You should also consult your doctor to better understand your condition and the do’s and don’t’s.

It is very important that new members (or even seasoned members) provide others with details about their condition(s). It is virtually impossible to help another member when all the details we have are

I’ve had this for years, it hurts, I cant move my shoulder – what could this be, what treatment should I get?

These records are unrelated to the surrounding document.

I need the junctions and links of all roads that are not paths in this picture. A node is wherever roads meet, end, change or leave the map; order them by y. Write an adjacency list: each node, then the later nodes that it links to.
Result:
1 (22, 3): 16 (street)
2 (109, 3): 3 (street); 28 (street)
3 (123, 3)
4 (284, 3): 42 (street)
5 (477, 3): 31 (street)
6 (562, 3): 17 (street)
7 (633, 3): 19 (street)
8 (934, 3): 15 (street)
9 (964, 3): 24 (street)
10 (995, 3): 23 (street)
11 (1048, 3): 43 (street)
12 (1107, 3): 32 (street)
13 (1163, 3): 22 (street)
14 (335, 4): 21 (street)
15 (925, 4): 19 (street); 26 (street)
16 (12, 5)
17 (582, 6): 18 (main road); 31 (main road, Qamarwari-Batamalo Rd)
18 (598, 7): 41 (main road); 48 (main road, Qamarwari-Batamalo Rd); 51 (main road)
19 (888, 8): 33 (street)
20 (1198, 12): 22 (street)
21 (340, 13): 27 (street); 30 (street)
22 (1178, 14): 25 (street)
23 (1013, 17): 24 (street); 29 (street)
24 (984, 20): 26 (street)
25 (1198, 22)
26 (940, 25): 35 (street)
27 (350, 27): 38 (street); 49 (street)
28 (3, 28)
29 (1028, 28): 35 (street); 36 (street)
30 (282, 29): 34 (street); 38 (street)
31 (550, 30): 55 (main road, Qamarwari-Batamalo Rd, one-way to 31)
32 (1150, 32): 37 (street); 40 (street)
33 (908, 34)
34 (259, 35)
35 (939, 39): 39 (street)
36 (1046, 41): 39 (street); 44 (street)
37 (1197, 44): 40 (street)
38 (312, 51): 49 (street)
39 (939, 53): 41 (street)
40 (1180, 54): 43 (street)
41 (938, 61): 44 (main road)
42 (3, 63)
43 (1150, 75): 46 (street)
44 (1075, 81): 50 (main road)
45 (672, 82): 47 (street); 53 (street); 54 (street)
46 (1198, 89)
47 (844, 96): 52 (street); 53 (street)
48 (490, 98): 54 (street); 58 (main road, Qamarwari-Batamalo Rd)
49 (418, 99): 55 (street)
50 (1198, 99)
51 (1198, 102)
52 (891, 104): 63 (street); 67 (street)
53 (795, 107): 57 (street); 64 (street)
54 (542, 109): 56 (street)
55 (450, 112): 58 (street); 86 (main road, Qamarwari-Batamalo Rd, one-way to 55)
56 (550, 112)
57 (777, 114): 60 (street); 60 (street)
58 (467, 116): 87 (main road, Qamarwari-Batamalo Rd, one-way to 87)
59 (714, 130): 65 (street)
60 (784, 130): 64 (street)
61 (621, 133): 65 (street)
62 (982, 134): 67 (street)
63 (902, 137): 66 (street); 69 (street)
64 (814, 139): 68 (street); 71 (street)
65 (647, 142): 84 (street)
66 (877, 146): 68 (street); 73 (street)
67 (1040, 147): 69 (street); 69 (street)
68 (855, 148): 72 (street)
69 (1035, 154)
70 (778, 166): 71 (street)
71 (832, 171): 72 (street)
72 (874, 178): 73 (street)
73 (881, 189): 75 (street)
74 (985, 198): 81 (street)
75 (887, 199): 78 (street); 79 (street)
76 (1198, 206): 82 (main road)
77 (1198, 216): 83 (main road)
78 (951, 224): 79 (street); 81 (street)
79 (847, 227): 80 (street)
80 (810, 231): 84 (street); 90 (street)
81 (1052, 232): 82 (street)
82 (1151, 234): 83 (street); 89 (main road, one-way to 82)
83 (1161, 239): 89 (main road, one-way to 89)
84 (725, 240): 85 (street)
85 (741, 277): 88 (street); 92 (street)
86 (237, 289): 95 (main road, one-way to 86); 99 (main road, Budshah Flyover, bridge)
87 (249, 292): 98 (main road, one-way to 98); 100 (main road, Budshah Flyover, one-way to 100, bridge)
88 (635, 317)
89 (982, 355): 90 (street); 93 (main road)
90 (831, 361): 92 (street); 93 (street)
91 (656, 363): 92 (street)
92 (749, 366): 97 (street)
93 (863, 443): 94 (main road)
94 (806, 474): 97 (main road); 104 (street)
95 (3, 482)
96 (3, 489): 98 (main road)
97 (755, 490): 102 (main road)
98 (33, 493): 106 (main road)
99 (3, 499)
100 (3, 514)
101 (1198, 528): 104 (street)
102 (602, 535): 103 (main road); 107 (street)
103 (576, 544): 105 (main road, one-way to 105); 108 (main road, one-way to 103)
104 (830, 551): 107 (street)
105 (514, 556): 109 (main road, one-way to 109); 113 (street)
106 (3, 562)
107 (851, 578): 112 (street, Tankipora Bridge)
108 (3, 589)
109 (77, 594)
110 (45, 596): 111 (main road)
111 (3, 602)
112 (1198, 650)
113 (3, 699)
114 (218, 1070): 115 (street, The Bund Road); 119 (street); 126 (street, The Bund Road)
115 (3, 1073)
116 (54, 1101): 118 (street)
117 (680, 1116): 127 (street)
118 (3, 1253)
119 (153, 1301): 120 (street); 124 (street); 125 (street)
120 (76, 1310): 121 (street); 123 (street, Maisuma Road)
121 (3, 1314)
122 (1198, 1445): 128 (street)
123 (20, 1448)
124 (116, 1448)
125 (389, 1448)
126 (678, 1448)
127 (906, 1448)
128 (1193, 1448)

Diagnosing spinal problems can be very difficult. In many ways it’s like a game of clue. Especially, when the diagnostic tests come back negative – no trouble found! Then it’s up to the patient and the doctor to start digging deeper. The doctor is like a detective. They need clues to help them move along. So, you as the patient need to provide the doctor with all sorts of clues. That is like it is here. Without having information about a condition, its impossible for anyone here to try to help.

Specific comments :

Personal Opinion, not medical advice :

That is a very high dosage of pain medication you are taking. And on it for a solid year without any reduction. Personally, I would do anything medically to start to reduce that level
of pain medication. Surgeries always present some type of risk, but the eventual outcome , at least to me , would surely be better than taking the daily amount of narcotics that you take.

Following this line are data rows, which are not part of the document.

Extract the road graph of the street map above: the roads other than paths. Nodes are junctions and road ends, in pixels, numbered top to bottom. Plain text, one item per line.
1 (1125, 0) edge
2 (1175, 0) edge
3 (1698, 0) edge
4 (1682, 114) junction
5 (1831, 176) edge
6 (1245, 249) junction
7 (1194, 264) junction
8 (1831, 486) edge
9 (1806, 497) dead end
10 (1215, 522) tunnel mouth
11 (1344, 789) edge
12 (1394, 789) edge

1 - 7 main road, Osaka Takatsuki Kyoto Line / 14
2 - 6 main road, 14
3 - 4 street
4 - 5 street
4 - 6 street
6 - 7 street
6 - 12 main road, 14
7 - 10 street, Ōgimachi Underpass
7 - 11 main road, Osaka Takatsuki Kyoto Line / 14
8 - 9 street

--- Ron DiLauro, Spine-Health System Moderator : -8/06/15 09:17est


  • sandi123ssandi123 Posts: 456
    edited 08/06/2015 - 3:38 AM
    We can't suggest other pain meds, only you and your doctor know what other medications he would be comfortable prescribing in your case.
    There are many different options in extended release medications that your doctor can choose from.
    You mentioned wanting to be pain free so you can function and there is no way that is going to occur.
    A reduction of 50% of your unmedicated pain levels is usually the goal of pain management, and using other modalities, you may reduce the other 50% some.
    Like Ron suggested, I would seriously consider reducing the amount of opiates you are taking, that is a very high dose after a year . More opiates does not equal better or more effective pain control.
    There are other options to treat pain aside from using opiates ,that may provide far better overall pain management than relying on increasing opiates.

  • SavageSavage United StatesPosts: 5,427
    You mentioned your primary doctor is the one who wanted to titration your medications.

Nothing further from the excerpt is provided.